## Exercise requirements
The material must be repeated exactly, with every line intact.
========
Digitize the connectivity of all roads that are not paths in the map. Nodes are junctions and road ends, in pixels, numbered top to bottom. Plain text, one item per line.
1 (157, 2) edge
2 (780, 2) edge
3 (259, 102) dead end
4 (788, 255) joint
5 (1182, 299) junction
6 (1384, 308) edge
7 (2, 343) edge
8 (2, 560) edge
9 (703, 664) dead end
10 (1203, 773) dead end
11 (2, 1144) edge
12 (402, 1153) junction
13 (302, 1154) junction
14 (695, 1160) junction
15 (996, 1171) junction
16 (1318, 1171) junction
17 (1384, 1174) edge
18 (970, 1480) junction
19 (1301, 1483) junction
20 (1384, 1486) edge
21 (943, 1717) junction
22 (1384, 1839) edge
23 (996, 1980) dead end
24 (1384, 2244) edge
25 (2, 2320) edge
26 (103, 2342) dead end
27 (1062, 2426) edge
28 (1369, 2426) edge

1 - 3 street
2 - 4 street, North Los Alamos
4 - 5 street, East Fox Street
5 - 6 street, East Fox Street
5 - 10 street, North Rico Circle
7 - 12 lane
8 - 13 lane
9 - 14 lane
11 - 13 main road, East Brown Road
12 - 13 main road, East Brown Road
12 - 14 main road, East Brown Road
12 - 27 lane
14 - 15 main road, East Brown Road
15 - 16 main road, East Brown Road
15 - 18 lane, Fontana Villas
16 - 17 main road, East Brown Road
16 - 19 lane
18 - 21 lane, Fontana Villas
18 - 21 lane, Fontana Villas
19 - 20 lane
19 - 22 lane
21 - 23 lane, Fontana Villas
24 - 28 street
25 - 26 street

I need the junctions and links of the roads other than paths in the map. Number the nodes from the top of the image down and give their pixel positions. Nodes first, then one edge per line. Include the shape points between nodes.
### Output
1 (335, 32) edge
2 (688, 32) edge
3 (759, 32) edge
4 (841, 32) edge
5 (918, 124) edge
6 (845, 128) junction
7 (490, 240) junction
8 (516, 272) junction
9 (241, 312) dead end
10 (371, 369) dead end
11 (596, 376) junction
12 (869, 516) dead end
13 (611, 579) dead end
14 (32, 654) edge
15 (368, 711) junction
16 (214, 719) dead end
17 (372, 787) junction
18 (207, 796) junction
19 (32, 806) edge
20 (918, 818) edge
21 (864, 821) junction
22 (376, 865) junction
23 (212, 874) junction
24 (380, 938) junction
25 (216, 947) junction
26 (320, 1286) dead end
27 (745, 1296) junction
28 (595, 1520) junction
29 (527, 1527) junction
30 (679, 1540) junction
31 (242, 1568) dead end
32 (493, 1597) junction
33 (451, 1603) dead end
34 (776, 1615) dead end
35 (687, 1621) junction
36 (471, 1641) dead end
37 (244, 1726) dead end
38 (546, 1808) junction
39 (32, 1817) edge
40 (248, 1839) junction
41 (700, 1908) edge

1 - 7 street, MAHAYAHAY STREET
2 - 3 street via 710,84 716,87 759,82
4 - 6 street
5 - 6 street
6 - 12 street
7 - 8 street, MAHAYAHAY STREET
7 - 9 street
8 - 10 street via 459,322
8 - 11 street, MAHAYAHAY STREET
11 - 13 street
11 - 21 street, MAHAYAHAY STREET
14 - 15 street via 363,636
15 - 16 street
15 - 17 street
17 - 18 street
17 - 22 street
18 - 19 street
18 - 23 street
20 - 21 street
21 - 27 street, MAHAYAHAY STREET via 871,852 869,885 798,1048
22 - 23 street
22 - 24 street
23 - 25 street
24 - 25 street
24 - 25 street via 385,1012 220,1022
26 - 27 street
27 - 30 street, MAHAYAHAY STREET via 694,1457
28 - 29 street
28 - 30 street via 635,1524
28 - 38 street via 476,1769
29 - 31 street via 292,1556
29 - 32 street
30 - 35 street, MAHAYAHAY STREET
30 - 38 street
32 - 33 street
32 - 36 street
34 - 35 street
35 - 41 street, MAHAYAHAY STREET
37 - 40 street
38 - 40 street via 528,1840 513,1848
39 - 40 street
========
## Solution
Digitize the connectivity of all roads that are not paths in the map. Nodes are junctions and road ends, in pixels, numbered top to bottom. Plain text, one item per line.
1 (157, 2) edge
2 (780, 2) edge
3 (259, 102) dead end
4 (788, 255) joint
5 (1182, 299) junction
6 (1384, 308) edge
7 (2, 343) edge
8 (2, 560) edge
9 (703, 664) dead end
10 (1203, 773) dead end
11 (2, 1144) edge
12 (402, 1153) junction
13 (302, 1154) junction
14 (695, 1160) junction
15 (996, 1171) junction
16 (1318, 1171) junction
17 (1384, 1174) edge
18 (970, 1480) junction
19 (1301, 1483) junction
20 (1384, 1486) edge
21 (943, 1717) junction
22 (1384, 1839) edge
23 (996, 1980) dead end
24 (1384, 2244) edge
25 (2, 2320) edge
26 (103, 2342) dead end
27 (1062, 2426) edge
28 (1369, 2426) edge

1 - 3 street
2 - 4 street, North Los Alamos
4 - 5 street, East Fox Street
5 - 6 street, East Fox Street
5 - 10 street, North Rico Circle
7 - 12 lane
8 - 13 lane
9 - 14 lane
11 - 13 main road, East Brown Road
12 - 13 main road, East Brown Road
12 - 14 main road, East Brown Road
12 - 27 lane
14 - 15 main road, East Brown Road
15 - 16 main road, East Brown Road
15 - 18 lane, Fontana Villas
16 - 17 main road, East Brown Road
16 - 19 lane
18 - 21 lane, Fontana Villas
18 - 21 lane, Fontana Villas
19 - 20 lane
19 - 22 lane
21 - 23 lane, Fontana Villas
24 - 28 street
25 - 26 street

I need the junctions and links of the roads other than paths in the map. Number the nodes from the top of the image down and give their pixel positions. Nodes first, then one edge per line. Include the shape points between nodes.
### Output
1 (335, 32) edge
2 (688, 32) edge
3 (759, 32) edge
4 (841, 32) edge
5 (918, 124) edge
6 (845, 128) junction
7 (490, 240) junction
8 (516, 272) junction
9 (241, 312) dead end
10 (371, 369) dead end
11 (596, 376) junction
12 (869, 516) dead end
13 (611, 579) dead end
14 (32, 654) edge
15 (368, 711) junction
16 (214, 719) dead end
17 (372, 787) junction
18 (207, 796) junction
19 (32, 806) edge
20 (918, 818) edge
21 (864, 821) junction
22 (376, 865) junction
23 (212, 874) junction
24 (380, 938) junction
25 (216, 947) junction
26 (320, 1286) dead end
27 (745, 1296) junction
28 (595, 1520) junction
29 (527, 1527) junction
30 (679, 1540) junction
31 (242, 1568) dead end
32 (493, 1597) junction
33 (451, 1603) dead end
34 (776, 1615) dead end
35 (687, 1621) junction
36 (471, 1641) dead end
37 (244, 1726) dead end
38 (546, 1808) junction
39 (32, 1817) edge
40 (248, 1839) junction
41 (700, 1908) edge

1 - 7 street, MAHAYAHAY STREET
2 - 3 street via 710,84 716,87 759,82
4 - 6 street
5 - 6 street
6 - 12 street
7 - 8 street, MAHAYAHAY STREET
7 - 9 street
8 - 10 street via 459,322
8 - 11 street, MAHAYAHAY STREET
11 - 13 street
11 - 21 street, MAHAYAHAY STREET
14 - 15 street via 363,636
15 - 16 street
15 - 17 street
17 - 18 street
17 - 22 street
18 - 19 street
18 - 23 street
20 - 21 street
21 - 27 street, MAHAYAHAY STREET via 871,852 869,885 798,1048
22 - 23 street
22 - 24 street
23 - 25 street
24 - 25 street
24 - 25 street via 385,1012 220,1022
26 - 27 street
27 - 30 street, MAHAYAHAY STREET via 694,1457
28 - 29 street
28 - 30 street via 635,1524
28 - 38 street via 476,1769
29 - 31 street via 292,1556
29 - 32 street
30 - 35 street, MAHAYAHAY STREET
30 - 38 street
32 - 33 street
32 - 36 street
34 - 35 street
35 - 41 street, MAHAYAHAY STREET
37 - 40 street
38 - 40 street via 528,1840 513,1848
39 - 40 street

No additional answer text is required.